Join us for a Discussion on 28 September, International Right to Know Day, To Talk About How to Promote Transparent Government
The right to access information held by public bodies, known as the right to information, is internationally recognised as a human right and protected under Canada’s Charter of Rights and Freedoms. The right provides a range of benefits, including promoting democratic participation, combating corruption and helping to foster effective, accountable and responsive government. Although Canada was among the early adopters of right to information legislation, our laws are now seriously outdated. An assessment of national laws by the Centre for Law and Democracy puts the federal Access to Information Act at 59th position in the world. Most provinces and territories fare little better; Nova Scotia ranks 50th.

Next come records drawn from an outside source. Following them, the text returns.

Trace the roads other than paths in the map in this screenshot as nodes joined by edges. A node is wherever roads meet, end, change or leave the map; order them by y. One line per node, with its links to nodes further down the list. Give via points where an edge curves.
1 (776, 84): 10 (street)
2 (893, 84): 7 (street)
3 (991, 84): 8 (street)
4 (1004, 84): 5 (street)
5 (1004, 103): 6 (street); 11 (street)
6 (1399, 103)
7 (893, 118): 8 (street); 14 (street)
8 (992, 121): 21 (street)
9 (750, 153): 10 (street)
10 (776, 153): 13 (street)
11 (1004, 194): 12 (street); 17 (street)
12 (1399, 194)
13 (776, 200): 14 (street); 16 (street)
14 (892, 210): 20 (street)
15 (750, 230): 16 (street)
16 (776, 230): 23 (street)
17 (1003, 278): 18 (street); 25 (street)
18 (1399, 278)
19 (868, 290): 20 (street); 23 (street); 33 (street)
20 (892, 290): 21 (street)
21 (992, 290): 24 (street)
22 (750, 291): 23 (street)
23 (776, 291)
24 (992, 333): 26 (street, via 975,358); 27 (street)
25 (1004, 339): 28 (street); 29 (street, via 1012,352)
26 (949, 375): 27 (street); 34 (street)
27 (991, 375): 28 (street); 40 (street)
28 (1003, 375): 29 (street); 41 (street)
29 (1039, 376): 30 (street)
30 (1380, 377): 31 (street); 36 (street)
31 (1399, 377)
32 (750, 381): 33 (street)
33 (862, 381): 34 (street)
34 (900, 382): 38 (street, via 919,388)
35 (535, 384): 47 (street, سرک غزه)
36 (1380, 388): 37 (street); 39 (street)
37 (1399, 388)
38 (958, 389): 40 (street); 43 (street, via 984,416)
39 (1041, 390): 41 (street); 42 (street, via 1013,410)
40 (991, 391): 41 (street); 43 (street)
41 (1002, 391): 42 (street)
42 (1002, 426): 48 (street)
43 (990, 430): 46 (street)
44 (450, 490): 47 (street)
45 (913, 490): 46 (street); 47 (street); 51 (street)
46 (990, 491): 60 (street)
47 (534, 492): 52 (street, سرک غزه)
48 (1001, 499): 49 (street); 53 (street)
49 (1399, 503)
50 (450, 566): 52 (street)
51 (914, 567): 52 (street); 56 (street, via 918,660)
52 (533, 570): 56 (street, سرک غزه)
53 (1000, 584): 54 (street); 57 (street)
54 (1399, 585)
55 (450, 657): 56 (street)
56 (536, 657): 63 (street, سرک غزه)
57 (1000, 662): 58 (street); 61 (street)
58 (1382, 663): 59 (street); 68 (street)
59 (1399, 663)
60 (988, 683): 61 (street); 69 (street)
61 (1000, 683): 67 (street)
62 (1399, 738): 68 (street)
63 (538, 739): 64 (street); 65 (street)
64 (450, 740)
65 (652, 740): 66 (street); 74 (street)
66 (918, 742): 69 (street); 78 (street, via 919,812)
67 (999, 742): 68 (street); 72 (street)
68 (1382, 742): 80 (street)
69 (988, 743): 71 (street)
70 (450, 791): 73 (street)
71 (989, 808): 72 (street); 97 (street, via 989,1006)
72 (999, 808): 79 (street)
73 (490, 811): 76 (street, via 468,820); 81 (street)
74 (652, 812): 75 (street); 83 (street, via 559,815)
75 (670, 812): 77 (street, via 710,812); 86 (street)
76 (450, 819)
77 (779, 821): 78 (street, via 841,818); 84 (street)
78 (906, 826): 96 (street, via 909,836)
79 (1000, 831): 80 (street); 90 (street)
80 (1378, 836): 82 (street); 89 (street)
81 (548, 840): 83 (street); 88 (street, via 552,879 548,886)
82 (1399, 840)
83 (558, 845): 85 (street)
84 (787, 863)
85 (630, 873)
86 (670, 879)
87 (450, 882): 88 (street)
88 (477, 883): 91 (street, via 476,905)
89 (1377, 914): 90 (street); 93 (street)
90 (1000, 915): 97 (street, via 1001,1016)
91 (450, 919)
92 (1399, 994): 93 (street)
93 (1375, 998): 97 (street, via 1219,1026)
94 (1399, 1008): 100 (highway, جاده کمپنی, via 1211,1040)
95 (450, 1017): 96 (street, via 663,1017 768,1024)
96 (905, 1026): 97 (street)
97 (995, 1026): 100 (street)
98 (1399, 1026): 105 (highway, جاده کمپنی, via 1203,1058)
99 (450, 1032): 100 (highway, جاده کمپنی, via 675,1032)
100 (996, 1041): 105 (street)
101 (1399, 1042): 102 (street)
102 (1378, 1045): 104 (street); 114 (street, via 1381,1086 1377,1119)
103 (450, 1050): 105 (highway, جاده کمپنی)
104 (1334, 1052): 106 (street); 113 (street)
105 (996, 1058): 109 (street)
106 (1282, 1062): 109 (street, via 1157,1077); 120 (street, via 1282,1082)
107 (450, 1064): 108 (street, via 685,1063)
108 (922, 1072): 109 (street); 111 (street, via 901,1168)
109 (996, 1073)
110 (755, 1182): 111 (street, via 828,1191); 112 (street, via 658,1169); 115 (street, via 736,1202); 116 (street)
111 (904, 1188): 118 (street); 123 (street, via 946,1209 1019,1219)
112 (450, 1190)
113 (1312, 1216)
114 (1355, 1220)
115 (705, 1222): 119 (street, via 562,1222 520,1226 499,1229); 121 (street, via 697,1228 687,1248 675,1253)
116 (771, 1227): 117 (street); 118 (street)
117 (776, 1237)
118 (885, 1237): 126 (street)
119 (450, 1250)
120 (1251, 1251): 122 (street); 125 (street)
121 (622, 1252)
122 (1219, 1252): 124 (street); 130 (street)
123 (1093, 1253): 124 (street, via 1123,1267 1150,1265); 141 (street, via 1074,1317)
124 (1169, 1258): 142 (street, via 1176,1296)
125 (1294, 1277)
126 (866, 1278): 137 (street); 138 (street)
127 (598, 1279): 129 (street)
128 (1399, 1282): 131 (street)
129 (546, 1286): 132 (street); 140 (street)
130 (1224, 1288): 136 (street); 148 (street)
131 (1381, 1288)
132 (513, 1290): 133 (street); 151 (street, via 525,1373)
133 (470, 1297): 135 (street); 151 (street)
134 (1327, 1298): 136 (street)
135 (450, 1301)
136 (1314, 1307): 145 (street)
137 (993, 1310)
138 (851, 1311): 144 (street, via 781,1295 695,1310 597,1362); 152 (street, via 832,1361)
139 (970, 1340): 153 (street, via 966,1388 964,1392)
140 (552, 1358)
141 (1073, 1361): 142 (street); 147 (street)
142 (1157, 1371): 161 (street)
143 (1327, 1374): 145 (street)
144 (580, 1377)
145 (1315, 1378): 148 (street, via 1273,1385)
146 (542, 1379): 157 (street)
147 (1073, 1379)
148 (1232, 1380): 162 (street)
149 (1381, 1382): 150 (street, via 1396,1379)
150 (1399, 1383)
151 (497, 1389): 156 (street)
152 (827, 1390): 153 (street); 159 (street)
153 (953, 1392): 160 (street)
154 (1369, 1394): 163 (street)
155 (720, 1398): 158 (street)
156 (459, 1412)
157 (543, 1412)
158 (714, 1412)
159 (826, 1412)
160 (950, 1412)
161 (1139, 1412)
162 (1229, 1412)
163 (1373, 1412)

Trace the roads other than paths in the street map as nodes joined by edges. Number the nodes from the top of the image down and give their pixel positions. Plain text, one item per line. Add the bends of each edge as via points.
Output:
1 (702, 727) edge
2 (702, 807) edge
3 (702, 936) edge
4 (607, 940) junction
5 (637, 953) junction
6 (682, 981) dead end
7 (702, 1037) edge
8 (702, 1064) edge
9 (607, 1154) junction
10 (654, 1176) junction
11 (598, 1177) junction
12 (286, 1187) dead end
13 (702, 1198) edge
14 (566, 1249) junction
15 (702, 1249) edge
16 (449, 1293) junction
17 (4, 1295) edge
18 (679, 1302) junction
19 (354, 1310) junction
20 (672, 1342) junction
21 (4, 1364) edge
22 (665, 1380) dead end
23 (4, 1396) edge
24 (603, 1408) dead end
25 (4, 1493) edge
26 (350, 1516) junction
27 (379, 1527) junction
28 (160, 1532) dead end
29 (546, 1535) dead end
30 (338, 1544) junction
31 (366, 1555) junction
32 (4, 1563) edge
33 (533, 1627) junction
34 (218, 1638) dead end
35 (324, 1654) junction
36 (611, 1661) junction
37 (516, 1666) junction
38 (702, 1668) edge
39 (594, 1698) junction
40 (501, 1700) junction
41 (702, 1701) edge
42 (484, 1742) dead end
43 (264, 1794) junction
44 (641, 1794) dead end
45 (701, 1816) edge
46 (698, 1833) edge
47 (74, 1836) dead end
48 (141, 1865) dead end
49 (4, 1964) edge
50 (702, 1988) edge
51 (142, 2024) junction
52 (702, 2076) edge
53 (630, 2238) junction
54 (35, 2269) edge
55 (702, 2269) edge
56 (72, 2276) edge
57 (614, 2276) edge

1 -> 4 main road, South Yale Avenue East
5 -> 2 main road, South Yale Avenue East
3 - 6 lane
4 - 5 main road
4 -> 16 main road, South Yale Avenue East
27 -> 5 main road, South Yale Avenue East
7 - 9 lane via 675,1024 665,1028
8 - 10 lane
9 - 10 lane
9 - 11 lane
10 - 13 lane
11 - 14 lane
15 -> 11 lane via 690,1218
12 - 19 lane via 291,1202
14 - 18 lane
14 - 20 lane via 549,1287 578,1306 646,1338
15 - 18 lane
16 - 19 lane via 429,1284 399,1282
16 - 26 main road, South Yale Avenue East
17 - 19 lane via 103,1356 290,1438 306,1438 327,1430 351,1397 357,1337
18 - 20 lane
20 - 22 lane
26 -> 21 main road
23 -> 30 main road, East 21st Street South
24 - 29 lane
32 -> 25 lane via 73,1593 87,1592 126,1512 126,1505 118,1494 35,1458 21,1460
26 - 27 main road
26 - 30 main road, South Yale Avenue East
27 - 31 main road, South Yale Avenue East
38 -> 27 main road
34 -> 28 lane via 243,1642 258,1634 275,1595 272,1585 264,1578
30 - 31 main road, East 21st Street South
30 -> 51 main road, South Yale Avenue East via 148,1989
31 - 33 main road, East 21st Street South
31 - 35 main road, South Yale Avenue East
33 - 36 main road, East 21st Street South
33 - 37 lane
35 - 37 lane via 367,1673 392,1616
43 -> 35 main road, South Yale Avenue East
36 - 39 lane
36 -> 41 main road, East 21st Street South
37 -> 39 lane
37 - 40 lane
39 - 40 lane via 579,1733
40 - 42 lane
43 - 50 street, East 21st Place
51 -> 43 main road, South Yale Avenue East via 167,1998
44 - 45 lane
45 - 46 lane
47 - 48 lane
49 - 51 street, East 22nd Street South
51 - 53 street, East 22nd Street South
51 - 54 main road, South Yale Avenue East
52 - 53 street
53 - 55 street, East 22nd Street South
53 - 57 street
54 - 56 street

Against this gloomy backdrop, a ray of light has emerged. Newfoundland and Labrador has undertaken the most ambitious reform programme in recent memory and a new law adopted earlier this year has turned the province into a global leader. This event, held on International Right to Know Day, will discuss the right to information in a Canadian context, and consider how to strengthen and promote transparent government across the country.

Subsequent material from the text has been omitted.